⟨

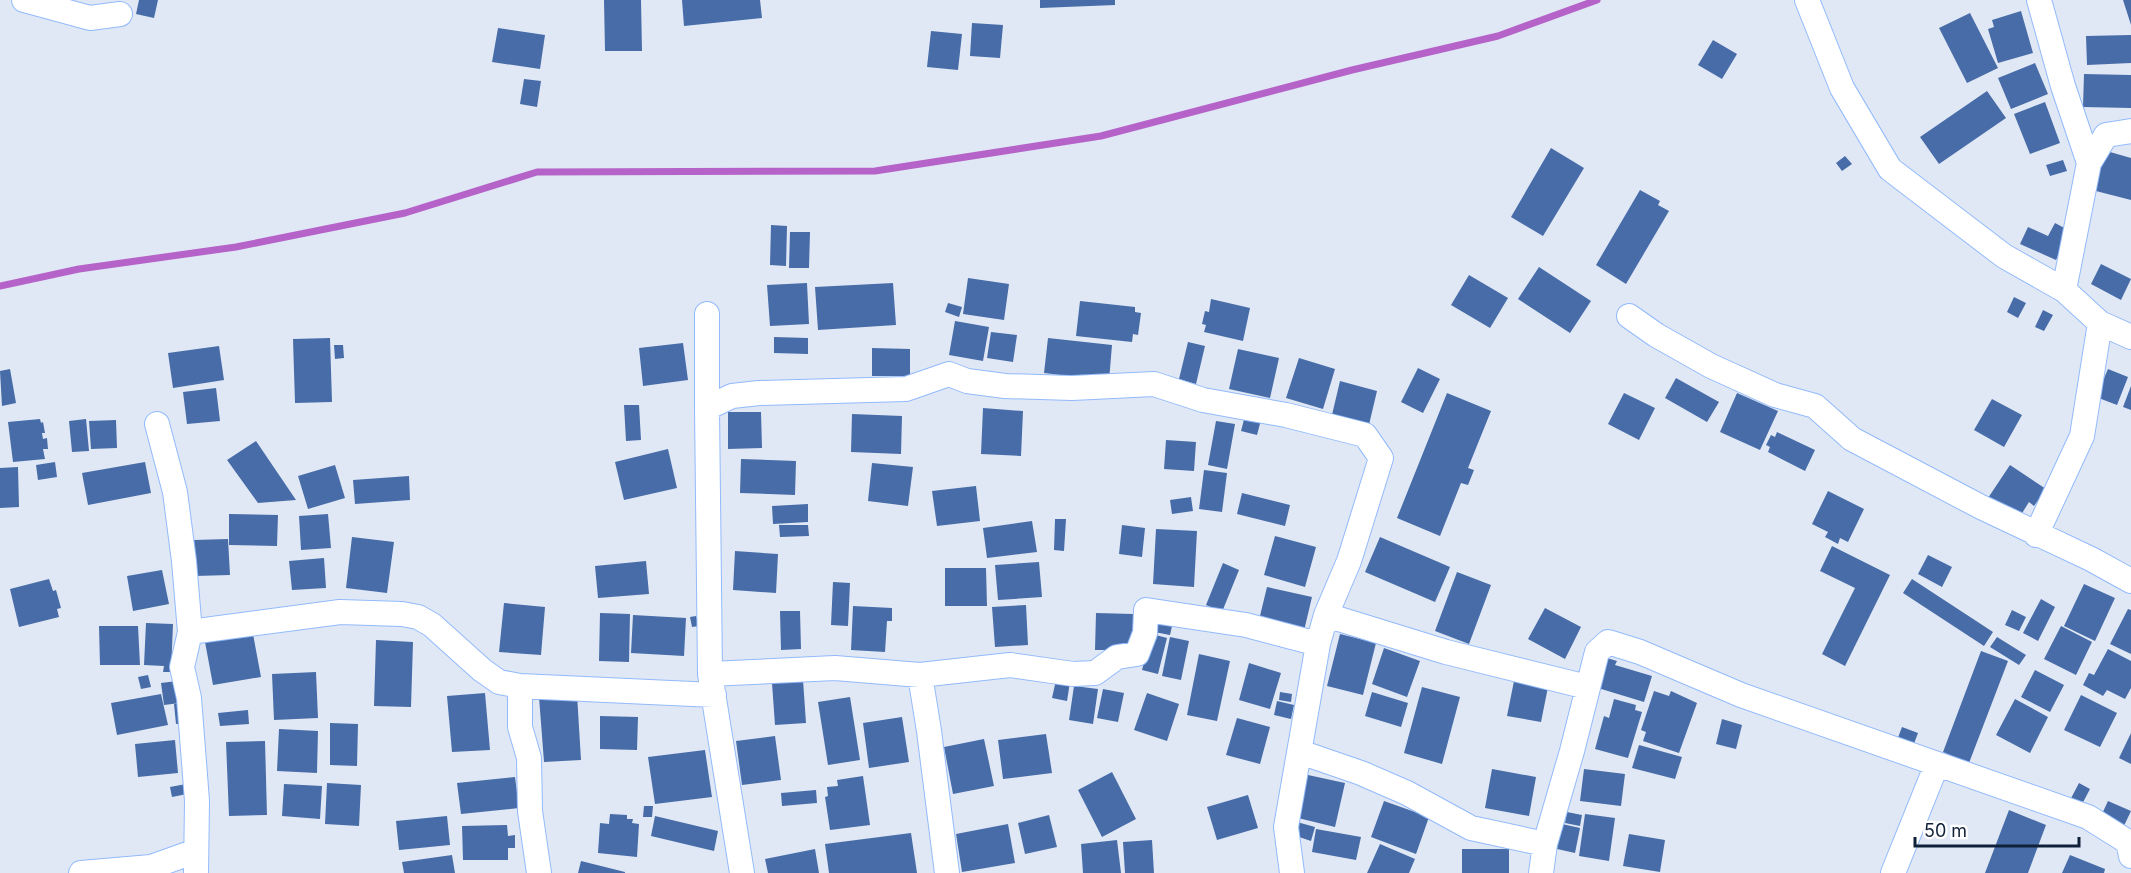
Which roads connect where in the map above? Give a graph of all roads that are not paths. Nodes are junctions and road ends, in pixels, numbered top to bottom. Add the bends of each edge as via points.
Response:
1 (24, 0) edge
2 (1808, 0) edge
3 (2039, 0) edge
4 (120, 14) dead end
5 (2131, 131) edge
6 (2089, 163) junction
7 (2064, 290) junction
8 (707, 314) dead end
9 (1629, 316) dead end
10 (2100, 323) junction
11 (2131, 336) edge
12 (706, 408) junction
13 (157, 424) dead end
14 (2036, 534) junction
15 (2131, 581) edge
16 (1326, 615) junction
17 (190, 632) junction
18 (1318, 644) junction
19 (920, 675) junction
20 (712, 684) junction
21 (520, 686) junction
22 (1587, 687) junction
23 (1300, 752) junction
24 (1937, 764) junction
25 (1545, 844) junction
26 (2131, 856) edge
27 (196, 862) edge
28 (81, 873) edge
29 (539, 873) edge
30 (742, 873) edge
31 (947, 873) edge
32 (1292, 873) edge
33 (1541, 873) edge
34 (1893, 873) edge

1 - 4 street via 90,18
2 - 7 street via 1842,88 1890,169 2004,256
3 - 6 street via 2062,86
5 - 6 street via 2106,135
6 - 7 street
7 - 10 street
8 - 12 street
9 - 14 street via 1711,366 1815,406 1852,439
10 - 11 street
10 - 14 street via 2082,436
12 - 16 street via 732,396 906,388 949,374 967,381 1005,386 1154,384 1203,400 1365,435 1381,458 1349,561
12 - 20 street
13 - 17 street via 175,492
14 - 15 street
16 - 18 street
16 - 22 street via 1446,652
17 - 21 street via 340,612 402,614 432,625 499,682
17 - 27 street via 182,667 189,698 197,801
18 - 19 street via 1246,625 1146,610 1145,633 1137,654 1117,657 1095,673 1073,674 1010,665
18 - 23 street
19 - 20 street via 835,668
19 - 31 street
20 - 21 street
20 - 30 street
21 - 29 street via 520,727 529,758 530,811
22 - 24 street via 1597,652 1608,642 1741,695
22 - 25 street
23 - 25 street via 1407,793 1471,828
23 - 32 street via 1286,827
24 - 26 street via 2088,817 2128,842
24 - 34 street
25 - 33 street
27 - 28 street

⟩

◆ **Aim of the task**
Return each entry exactly as it appears above, but exclude the pictures.

◆ **Written response**
Which roads connect where in the map above? Give a graph of all roads that are not paths. Nodes are junctions and road ends, in pixels, numbered top to bottom. Add the bends of each edge as via points.
Response:
1 (24, 0) edge
2 (1808, 0) edge
3 (2039, 0) edge
4 (120, 14) dead end
5 (2131, 131) edge
6 (2089, 163) junction
7 (2064, 290) junction
8 (707, 314) dead end
9 (1629, 316) dead end
10 (2100, 323) junction
11 (2131, 336) edge
12 (706, 408) junction
13 (157, 424) dead end
14 (2036, 534) junction
15 (2131, 581) edge
16 (1326, 615) junction
17 (190, 632) junction
18 (1318, 644) junction
19 (920, 675) junction
20 (712, 684) junction
21 (520, 686) junction
22 (1587, 687) junction
23 (1300, 752) junction
24 (1937, 764) junction
25 (1545, 844) junction
26 (2131, 856) edge
27 (196, 862) edge
28 (81, 873) edge
29 (539, 873) edge
30 (742, 873) edge
31 (947, 873) edge
32 (1292, 873) edge
33 (1541, 873) edge
34 (1893, 873) edge

1 - 4 street via 90,18
2 - 7 street via 1842,88 1890,169 2004,256
3 - 6 street via 2062,86
5 - 6 street via 2106,135
6 - 7 street
7 - 10 street
8 - 12 street
9 - 14 street via 1711,366 1815,406 1852,439
10 - 11 street
10 - 14 street via 2082,436
12 - 16 street via 732,396 906,388 949,374 967,381 1005,386 1154,384 1203,400 1365,435 1381,458 1349,561
12 - 20 street
13 - 17 street via 175,492
14 - 15 street
16 - 18 street
16 - 22 street via 1446,652
17 - 21 street via 340,612 402,614 432,625 499,682
17 - 27 street via 182,667 189,698 197,801
18 - 19 street via 1246,625 1146,610 1145,633 1137,654 1117,657 1095,673 1073,674 1010,665
18 - 23 street
19 - 20 street via 835,668
19 - 31 street
20 - 21 street
20 - 30 street
21 - 29 street via 520,727 529,758 530,811
22 - 24 street via 1597,652 1608,642 1741,695
22 - 25 street
23 - 25 street via 1407,793 1471,828
23 - 32 street via 1286,827
24 - 26 street via 2088,817 2128,842
24 - 34 street
25 - 33 street
27 - 28 street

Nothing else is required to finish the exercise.